UNIVERSITES, ENFIN UNE PROPOSITION REALISTE : 

« ABOLIR LE CAPITALISME »


Nous avons posé la question il y a quinze jours : « Vont-ils tuer l’université ? ». Il nous faut y revenir. L’enjeu n’est plus la modification d’un décret, l’abolition de la loi LRU, etc. La vérité est plus simple : la majorité des universités a repris le travail depuis longtemps ; dans les facultés non grévistes, les cours sont terminés et les examens se déroulent normalement ; ceux qui ont terminé la grève rattrapent les cours et les examens auront lieu en juin. Le problème, c’est le dernier carré, qui s’est sensiblement réduit après quelques barouds d’honneur.

Il reste entre dix et vingt établissements concernés, essentiellement des facultés de lettres et sciences humains et quelques facultés des sciences. Ici, on n’est plus dans le rationnel, pas même dans la gauche politisée. Dans ces établissements, l’UNEF, socialiste, est traitée de social-traitre. Cela lui apprendra à vouloir jouer avec le feu. Comme le titre le Figaro, cette fois, c’est « l’extrême-gauche à la manœuvre ». Evidemment, ils ne sont pas majoritaires. Quelques centaines tout au plus dans des facultés de 5000, 10 000, voire 15 000 étudiants. Et les autres ? Ils sont chez eux ou ils sont partis, ils travaillent en attendant d’éventuels examens ou ils demandent des transferts vers les IUT, classes prépa, facultés de droit ou de santé, etc.

C’est l’éternel problème de la majorité silencieuse : elle peut se réveiller, comme fin mai 68, mais elle est désemparée face à la violence. Il faut avoir vu des conseils, régulièrement élus, proposant de fixer les dates de cours ou d’examens, envahis par la force, les portes cassés, les élus menacés, pour comprendre. Il faut avoir subi des journées entières d’AG, ou l’on parle de n’importe quoi pour écœurer les autres, avant de voter à main levée en fin de journée, quand les plus sérieux ont déserté l’amphi depuis longtemps. Bien sur on refuse les votes à bulletin secret ou électroniques, car seule l’AG est légitime, puisqu’on y trouve non le peuple, mais son avant-garde éclairée : on nage en plein marxisme.
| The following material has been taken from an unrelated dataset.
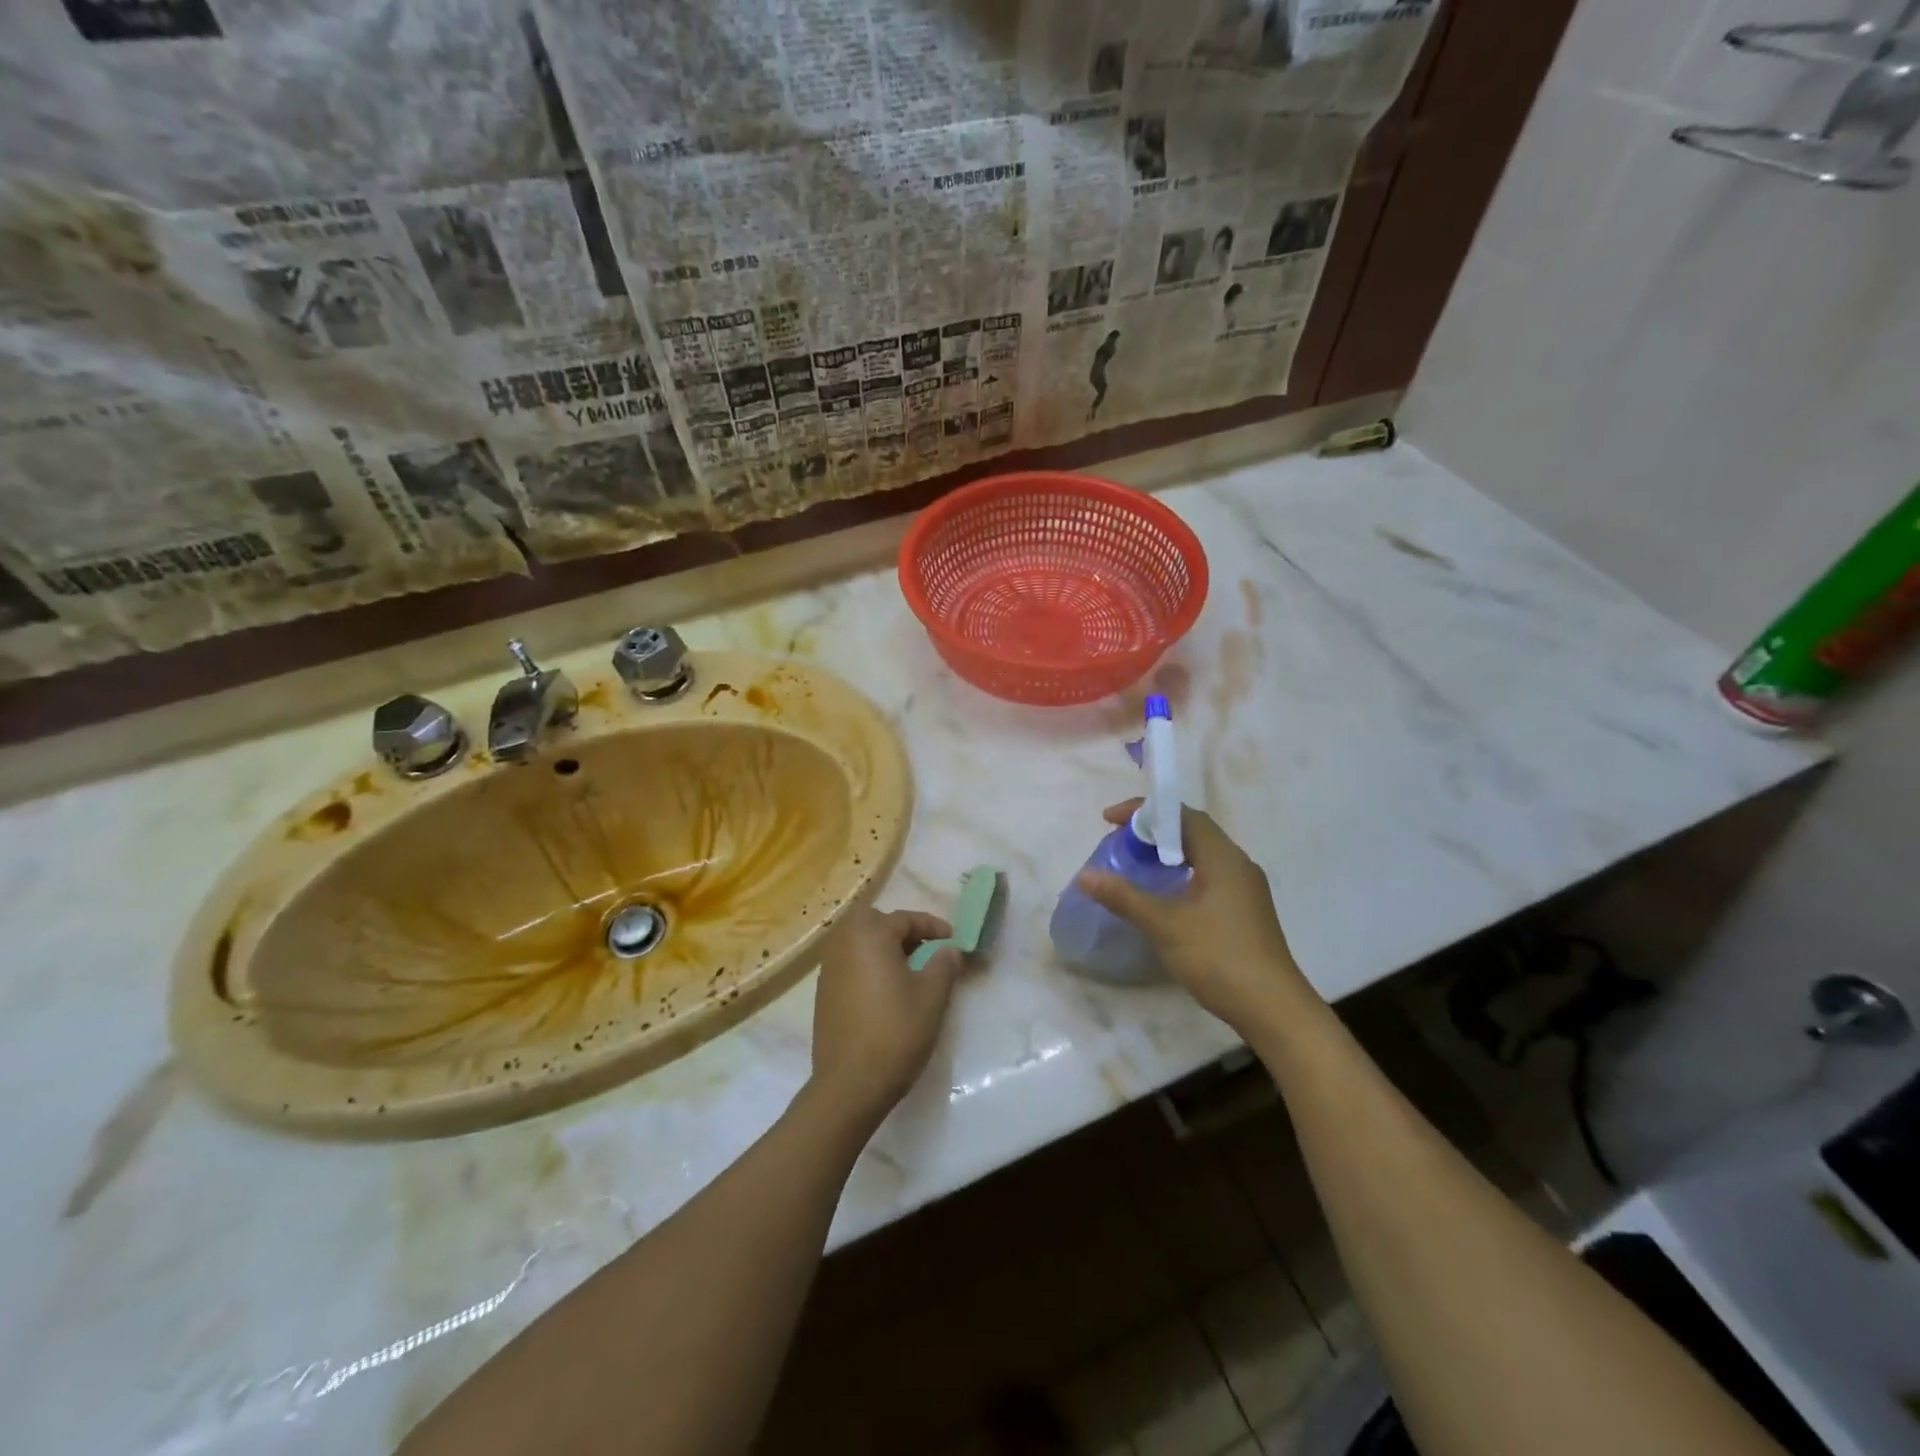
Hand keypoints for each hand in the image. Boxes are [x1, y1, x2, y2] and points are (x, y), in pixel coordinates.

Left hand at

Nous ne pouvons jeter la pierre aux modérés qui ont déserté ces AG depuis longtemps, parce que, eux, étaient là pour travailler, ou doivent trouver un job pour payer leurs études, au lieu de faire la révolution en chambre.
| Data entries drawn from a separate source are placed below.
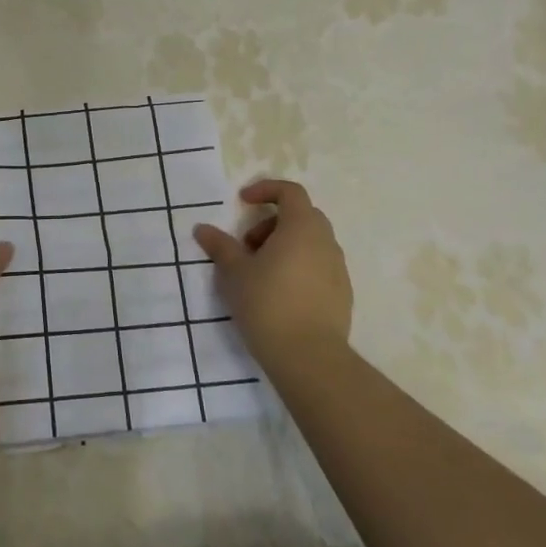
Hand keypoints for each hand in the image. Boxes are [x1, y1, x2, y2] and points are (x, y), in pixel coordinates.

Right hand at [193, 179, 353, 367]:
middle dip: (272, 222)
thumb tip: (202, 229)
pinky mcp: (343, 294)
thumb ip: (220, 246)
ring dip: (285, 245)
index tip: (243, 202)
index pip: (290, 191)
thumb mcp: (234, 272)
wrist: (309, 357)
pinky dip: (299, 266)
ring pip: (311, 242)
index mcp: (301, 227)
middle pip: (302, 216)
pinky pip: (319, 266)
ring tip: (260, 272)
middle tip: (248, 244)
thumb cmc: (267, 303)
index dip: (265, 190)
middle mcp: (325, 241)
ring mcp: (338, 269)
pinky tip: (280, 293)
Qui sont ces « étudiants ». D’abord tout le monde sait que certains ne sont pas des étudiants et sont des professionnels de la subversion, de vrais khmers rouges, proches du NPA de Besancenot, voire de groupuscules plus radicaux. Il y a aussi les étudiants professionnels, ceux qui trainent en licence à l’âge de 30 ans, pour y faire de l’agitation. Mais il y a aussi des enseignants, dont les étudiants sérieux représentent le cadet de leur souci, qui font grève à bon compte tout en étant payés, qui cachent leur médiocrité derrière la contestation généralisée du système. Ils sont en train de se suicider, car si les examens ont lieu- sans que les cours n’aient repris -ils démontreront ainsi leur inutilité. Mieux vaut pour eux faire perdre un semestre aux étudiants qu’abandonner leur lutte révolutionnaire : mais c’est une révolution à bon compte, derrière un statut hyper protecteur et tous les avantages de la fonction publique !

Leurs propositions sont surréalistes : « abolir le capitalisme » est une des plus réalistes…On avait bien proposé au XIX° siècle l’extinction du paupérisme à six heures du soir : on en est là. Cela réjouit quelques centaines d’illuminés, accompagnés comme toujours d’un certain nombre d’idiots utiles, comme disait Lénine. Leur but : la convergence des luttes, avec les sans-papiers, les postiers et quelques autres, pour déboucher un jour sur la grève générale, préalable à la révolution qui mettra fin au capitalisme.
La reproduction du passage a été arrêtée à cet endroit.